[Collection entries]
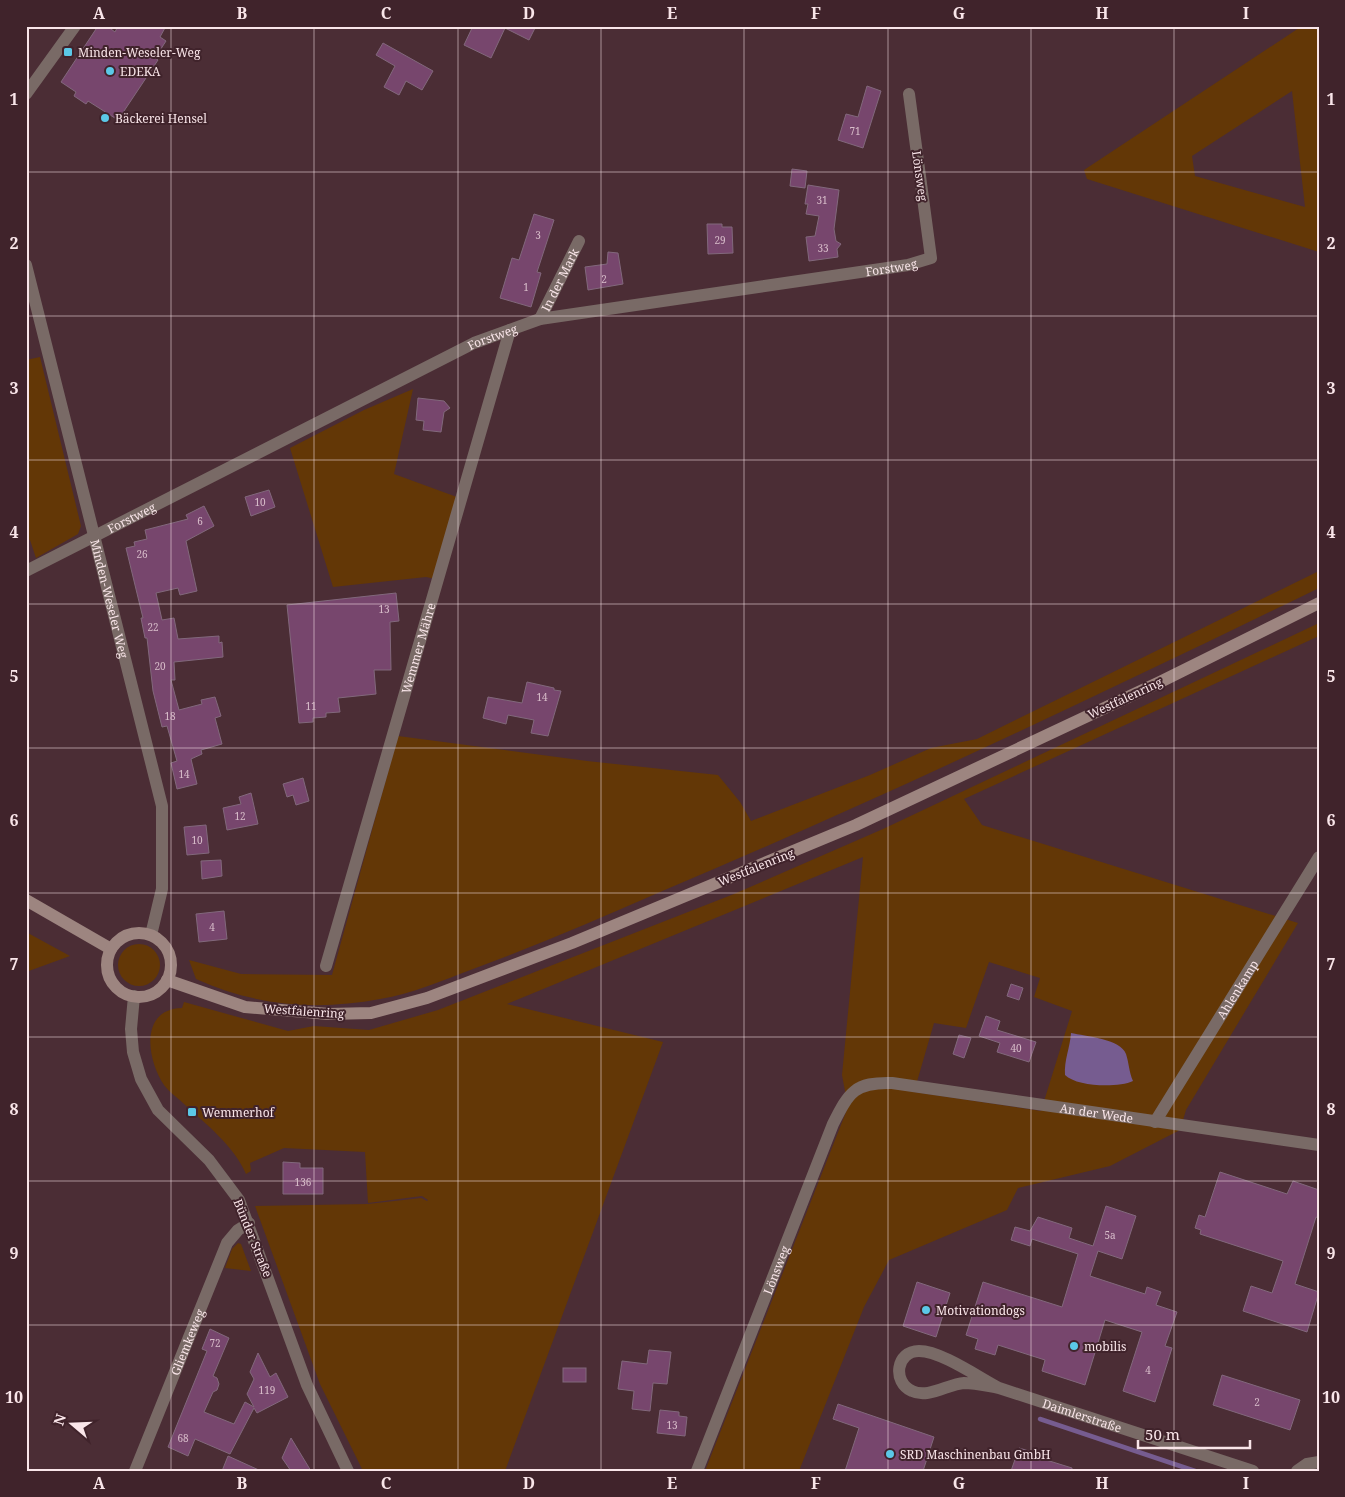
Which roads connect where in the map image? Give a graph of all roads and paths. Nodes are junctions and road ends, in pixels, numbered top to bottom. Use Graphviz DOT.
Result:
graph roads {
  1 [pos="76,26"];
  2 [pos="43,72"];
  3 [pos="26,79"];
  4 [pos="26,94"];
  5 [pos="909,94"];
  6 [pos="579,241"];
  7 [pos="931,258"];
  8 [pos="26,265"];
  9 [pos="540,319"];
  10 [pos="510,330"];
  11 [pos="93,538"];
  12 [pos="26,572"];
  13 [pos="1319,603"];
  14 [pos="1319,857"];
  15 [pos="26,900"];
  16 [pos="151,935"];
  17 [pos="112,949"];
  18 [pos="326,966"];
  19 [pos="167,980"];
  20 [pos="134,996"];
  21 [pos="873,1083"];
  22 [pos="1155,1122"];
  23 [pos="1319,1145"];
  24 [pos="249,1223"];
  25 [pos="999,1388"];
  26 [pos="1319,1462"];
  27 [pos="135,1471"];
  28 [pos="348,1471"];
  29 [pos="697,1471"];
  30 [pos="1253,1471"];
  31 [pos="1297,1471"];
  1 -- 2 [label="street"];
  2 -- 3 [label="street"];
  2 -- 4 [label="street"];
  5 -- 7 [label="street, Lönsweg"];
  6 -- 9 [label="street, In der Mark"];
  7 -- 9 [label="street, Forstweg"];
  8 -- 11 [label="street, Minden-Weseler Weg"];
  9 -- 10 [label="street, Forstweg"];
  10 -- 11 [label="street, Forstweg"];
  10 -- 18 [label="street, Wemmer Mähre"];
  11 -- 12 [label="street, Forstweg"];
  11 -- 16 [label="street, Minden-Weseler Weg"];
  13 -- 19 [label="main road, Westfalenring"];
  14 -- 22 [label="street, Ahlenkamp"];
  15 -- 17 [label="main road"];
  16 -- 17 [label="main road"];
  16 -- 19 [label="main road"];
  17 -- 20 [label="main road"];
  19 -- 20 [label="main road"];
  20 -- 24 [label="street, Bünder Straße"];
  21 -- 22 [label="street, An der Wede"];
  21 -- 29 [label="street, Lönsweg"];
  22 -- 23 [label="street, An der Wede"];
  24 -- 27 [label="street, Gliemkeweg"];
  24 -- 28 [label="street, Bünder Straße"];
  25 -- 25 [label="street, Daimlerstraße"];
  25 -- 30 [label="street, Daimlerstraße"];
  26 -- 31 [label="street"];
}
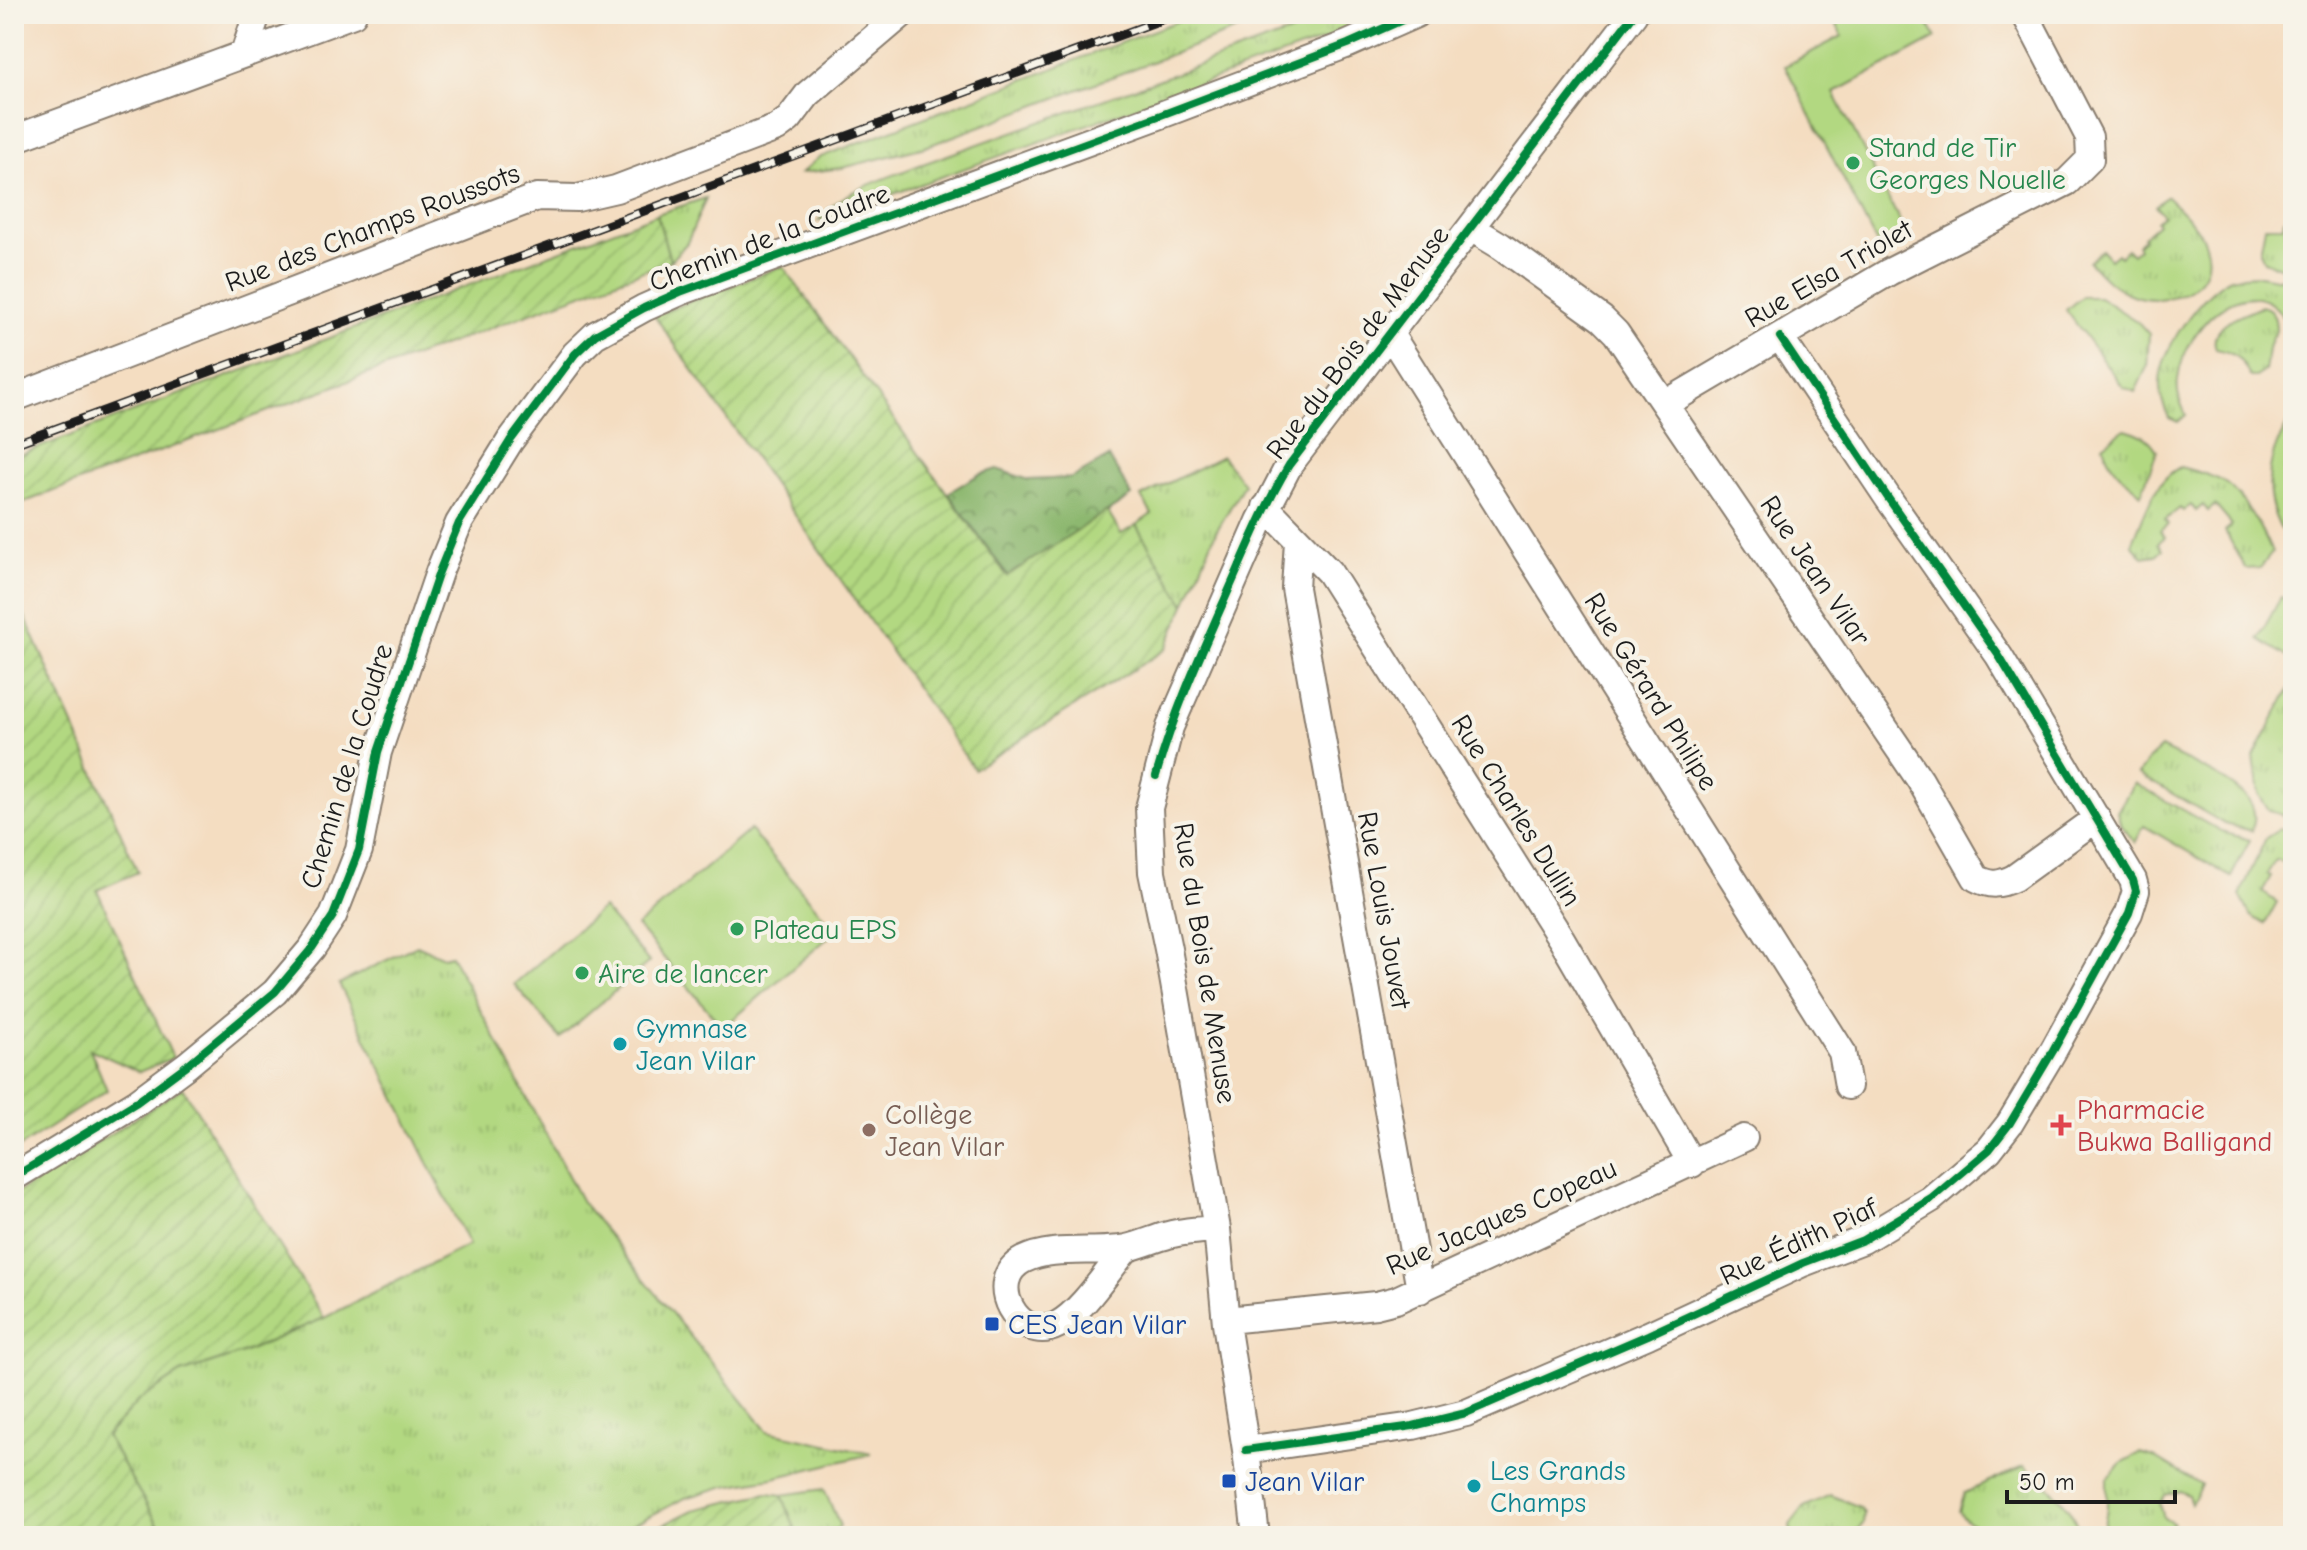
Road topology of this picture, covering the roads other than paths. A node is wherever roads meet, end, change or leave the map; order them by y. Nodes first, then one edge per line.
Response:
1 (257, 14) edge
2 (353, 14) edge
3 (902, 14) edge
4 (1416, 14) edge
5 (1634, 14) edge
6 (2025, 14) edge
7 (244, 54) junction
8 (14, 139) edge
9 (1471, 228) junction
10 (1390, 334) junction
11 (1780, 337) junction
12 (14, 398) edge
13 (1665, 404) junction
14 (1266, 507) junction
15 (1298, 541) junction
16 (2097, 818) junction
17 (1848, 1086) dead end
18 (1744, 1138) dead end
19 (1692, 1164) junction
20 (14, 1177) edge
21 (1217, 1229) junction
22 (1127, 1248) dead end
23 (1420, 1290) junction
24 (1226, 1323) junction
25 (1246, 1450) junction
26 (1256, 1536) edge

1 - 7 street
2 - 7 street
3 - 12 street, Rue des Champs Roussots
4 - 20 street, Chemin de la Coudre
5 - 9 street, Rue du Bois de Menuse
6 - 11 street, Rue Elsa Triolet
7 - 8 street
9 - 10 street, Rue du Bois de Menuse
9 - 13 street, Rue Jean Vilar
10 - 14 street, Rue du Bois de Menuse
10 - 17 street, Rue Gérard Philipe
11 - 13 street, Rue Elsa Triolet
11 - 16 street, Rue Édith Piaf
13 - 16 street, Rue Jean Vilar
14 - 15 street, Rue Charles Dullin
14 - 21 street, Rue du Bois de Menuse
15 - 19 street, Rue Charles Dullin
15 - 23 street, Rue Louis Jouvet
16 - 25 street, Rue Édith Piaf
18 - 19 street, Rue Jacques Copeau
19 - 23 street, Rue Jacques Copeau
21 - 22 street
21 - 24 street, Rue du Bois de Menuse
23 - 24 street, Rue Jacques Copeau
24 - 25 street, Rue du Bois de Menuse
25 - 26 street, Rue du Bois de Menuse

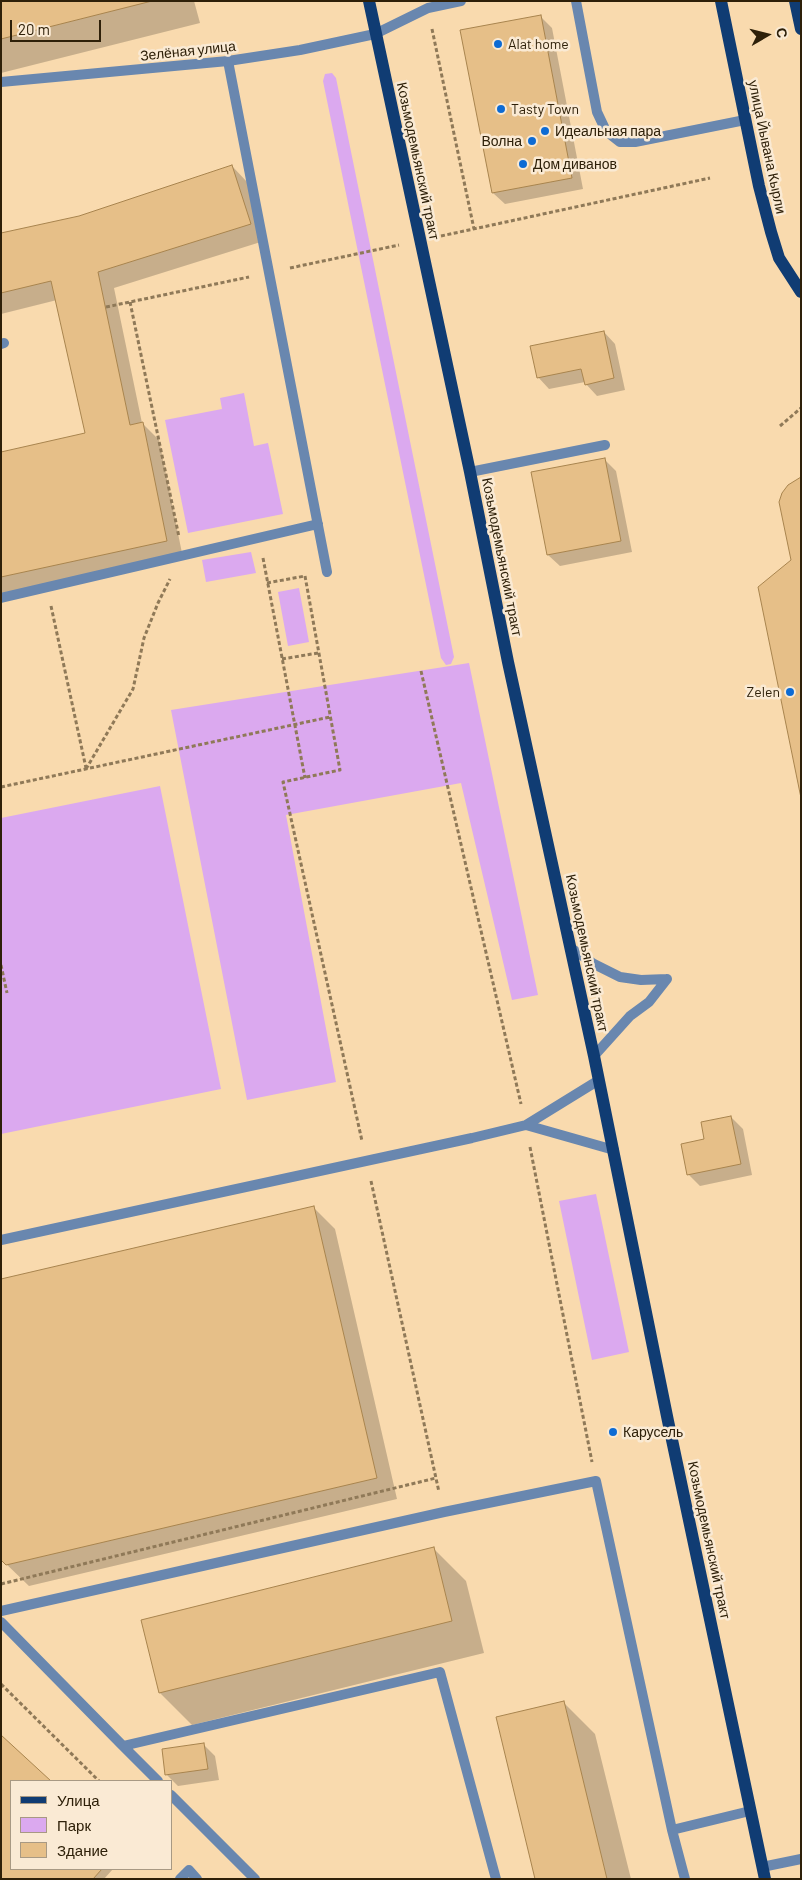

§ **What is required**:
Show every line of the data in which the word "Elsa" appears.

§ **Result below**:
6 - 11 street, Rue Elsa Triolet
11 - 13 street, Rue Elsa Triolet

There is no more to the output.